| DATA EXTRACT |
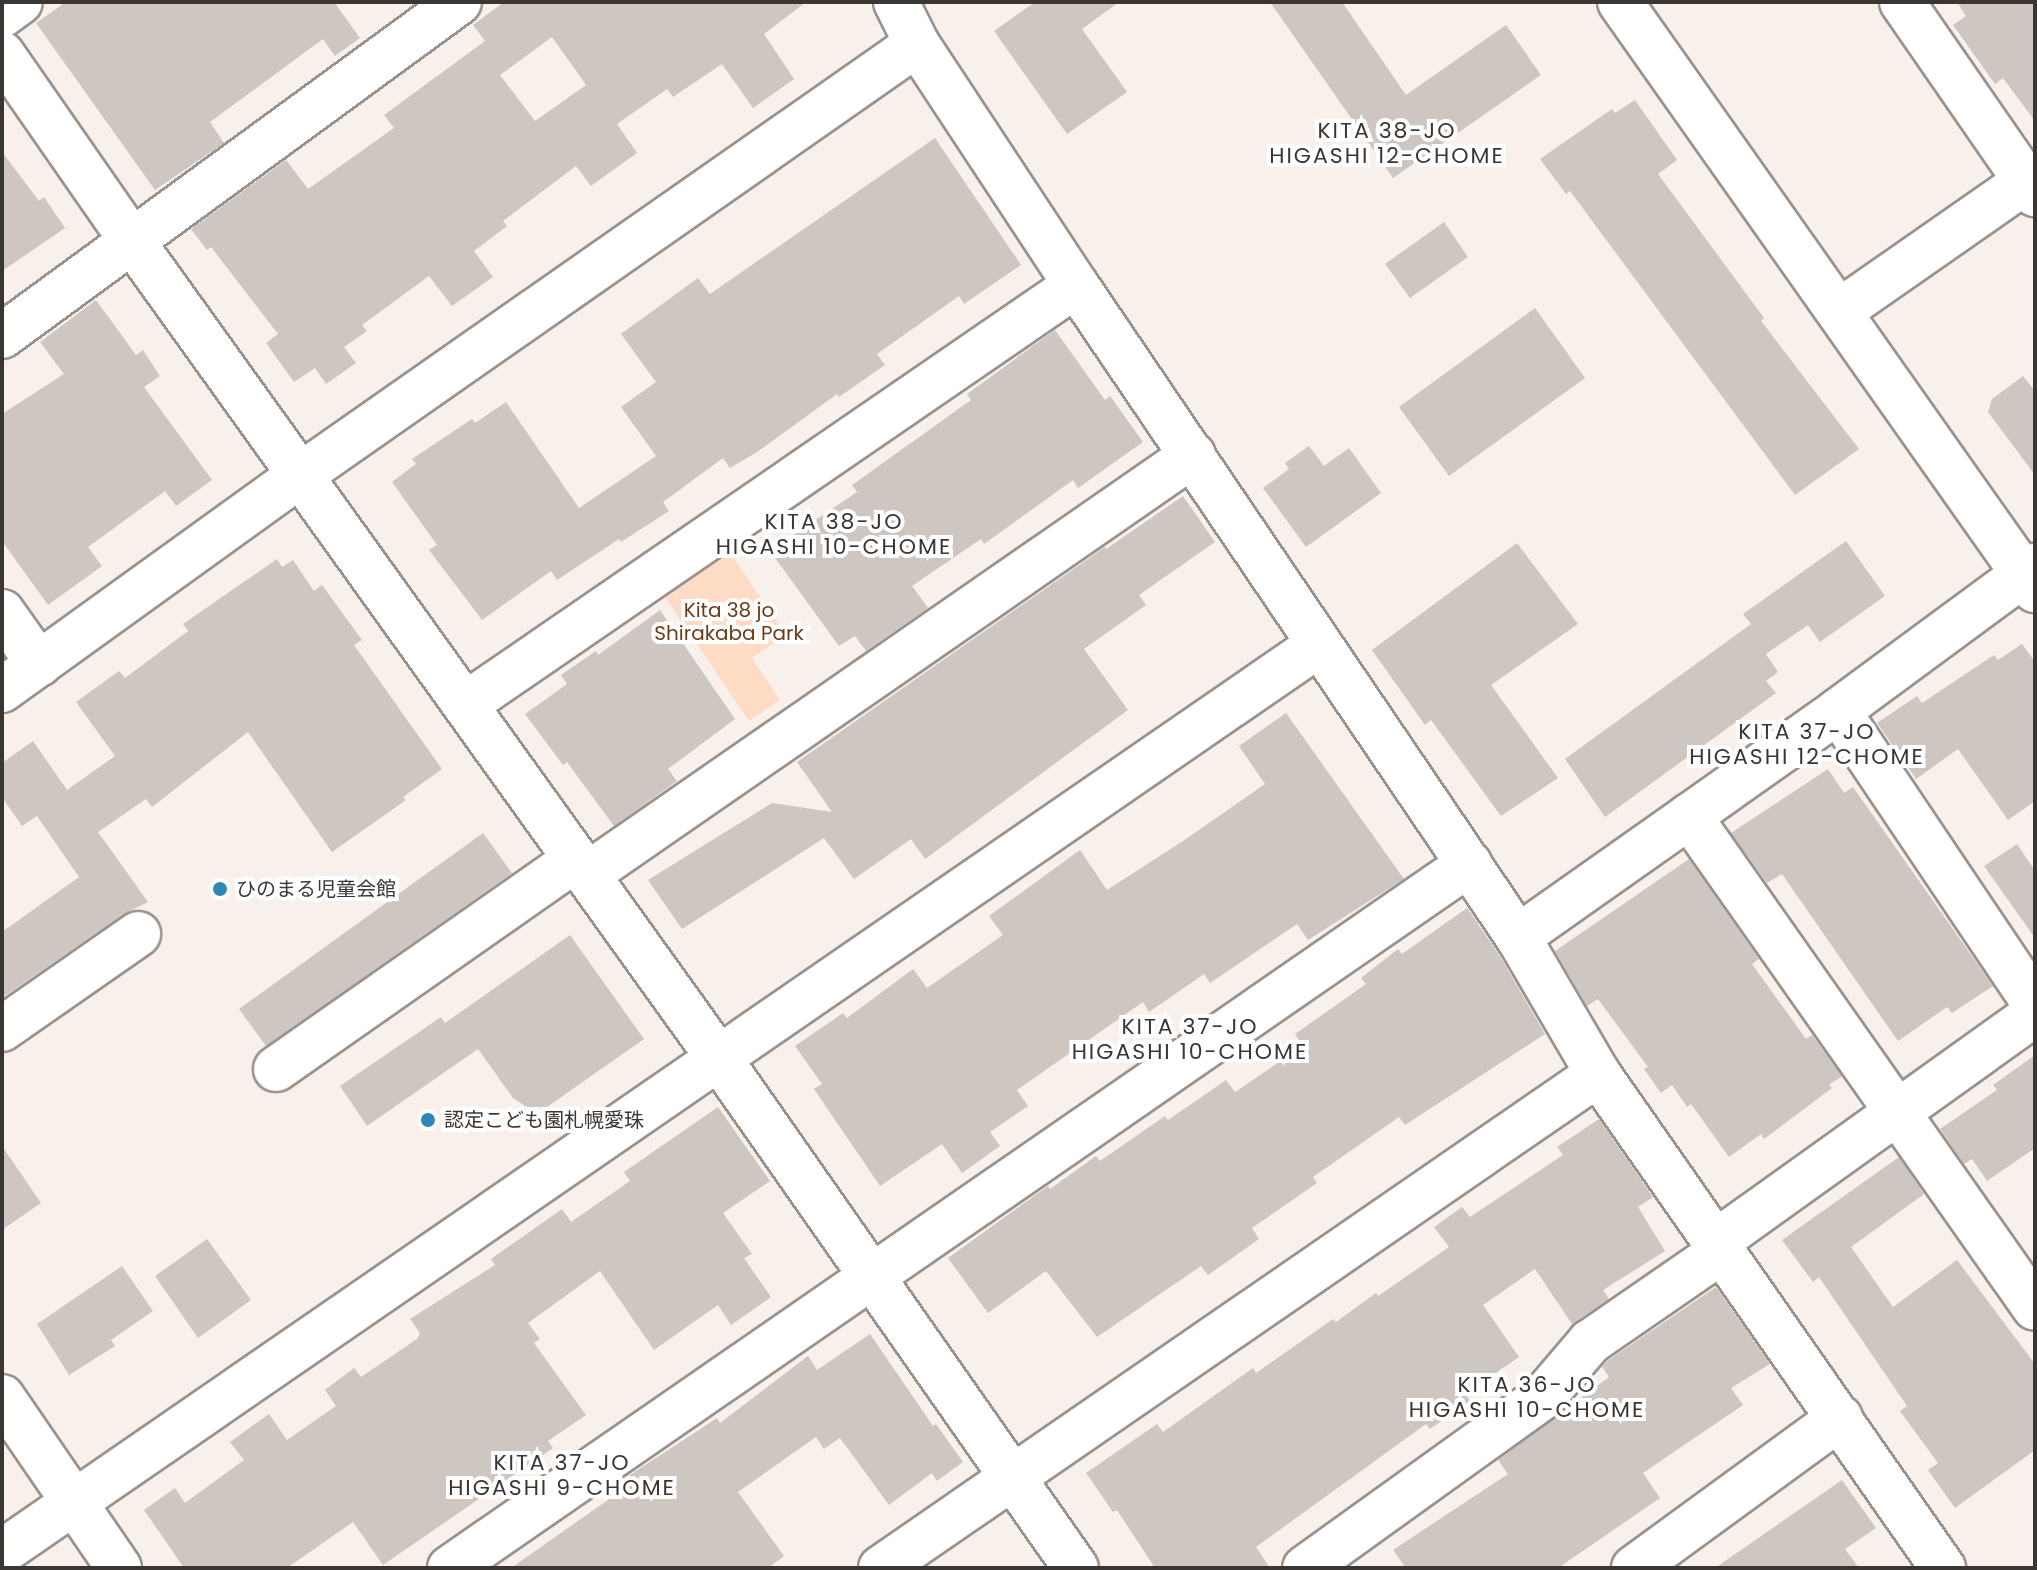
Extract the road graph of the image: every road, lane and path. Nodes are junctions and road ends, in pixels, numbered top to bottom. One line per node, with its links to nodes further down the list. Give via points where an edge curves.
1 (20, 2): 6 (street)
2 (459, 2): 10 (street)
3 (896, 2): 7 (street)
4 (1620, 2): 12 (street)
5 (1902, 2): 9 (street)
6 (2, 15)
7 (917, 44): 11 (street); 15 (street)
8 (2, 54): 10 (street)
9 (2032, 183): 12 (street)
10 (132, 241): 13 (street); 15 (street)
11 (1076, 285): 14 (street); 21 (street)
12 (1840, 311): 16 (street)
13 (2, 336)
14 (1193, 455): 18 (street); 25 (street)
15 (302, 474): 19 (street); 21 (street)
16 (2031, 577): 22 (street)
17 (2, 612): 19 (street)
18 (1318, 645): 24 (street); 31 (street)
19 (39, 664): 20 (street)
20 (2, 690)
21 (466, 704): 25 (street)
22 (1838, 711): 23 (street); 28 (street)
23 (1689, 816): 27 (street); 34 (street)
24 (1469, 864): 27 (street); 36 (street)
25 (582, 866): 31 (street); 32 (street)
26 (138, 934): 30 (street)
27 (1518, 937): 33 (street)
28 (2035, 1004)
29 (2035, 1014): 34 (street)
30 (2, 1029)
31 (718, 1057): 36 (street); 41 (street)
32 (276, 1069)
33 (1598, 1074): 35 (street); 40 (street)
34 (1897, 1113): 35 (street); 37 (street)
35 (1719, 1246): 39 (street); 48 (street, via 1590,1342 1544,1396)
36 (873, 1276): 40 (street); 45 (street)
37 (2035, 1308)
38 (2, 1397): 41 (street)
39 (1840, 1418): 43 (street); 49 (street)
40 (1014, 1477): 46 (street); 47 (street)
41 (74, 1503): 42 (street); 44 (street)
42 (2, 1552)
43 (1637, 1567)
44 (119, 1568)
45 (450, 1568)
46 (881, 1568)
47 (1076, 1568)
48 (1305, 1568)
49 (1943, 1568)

| TASK TO CARRY OUT |
The answer must restate every entry word for word, with the pictures left out.

| SOLUTION BELOW |
Extract the road graph of the image: every road, lane and path. Nodes are junctions and road ends, in pixels, numbered top to bottom. One line per node, with its links to nodes further down the list. Give via points where an edge curves.
1 (20, 2): 6 (street)
2 (459, 2): 10 (street)
3 (896, 2): 7 (street)
4 (1620, 2): 12 (street)
5 (1902, 2): 9 (street)
6 (2, 15)
7 (917, 44): 11 (street); 15 (street)
8 (2, 54): 10 (street)
9 (2032, 183): 12 (street)
10 (132, 241): 13 (street); 15 (street)
11 (1076, 285): 14 (street); 21 (street)
12 (1840, 311): 16 (street)
13 (2, 336)
14 (1193, 455): 18 (street); 25 (street)
15 (302, 474): 19 (street); 21 (street)
16 (2031, 577): 22 (street)
17 (2, 612): 19 (street)
18 (1318, 645): 24 (street); 31 (street)
19 (39, 664): 20 (street)
20 (2, 690)
21 (466, 704): 25 (street)
22 (1838, 711): 23 (street); 28 (street)
23 (1689, 816): 27 (street); 34 (street)
24 (1469, 864): 27 (street); 36 (street)
25 (582, 866): 31 (street); 32 (street)
26 (138, 934): 30 (street)
27 (1518, 937): 33 (street)
28 (2035, 1004)
29 (2035, 1014): 34 (street)
30 (2, 1029)
31 (718, 1057): 36 (street); 41 (street)
32 (276, 1069)
33 (1598, 1074): 35 (street); 40 (street)
34 (1897, 1113): 35 (street); 37 (street)
35 (1719, 1246): 39 (street); 48 (street, via 1590,1342 1544,1396)
36 (873, 1276): 40 (street); 45 (street)
37 (2035, 1308)
38 (2, 1397): 41 (street)
39 (1840, 1418): 43 (street); 49 (street)
40 (1014, 1477): 46 (street); 47 (street)
41 (74, 1503): 42 (street); 44 (street)
42 (2, 1552)
43 (1637, 1567)
44 (119, 1568)
45 (450, 1568)
46 (881, 1568)
47 (1076, 1568)
48 (1305, 1568)
49 (1943, 1568)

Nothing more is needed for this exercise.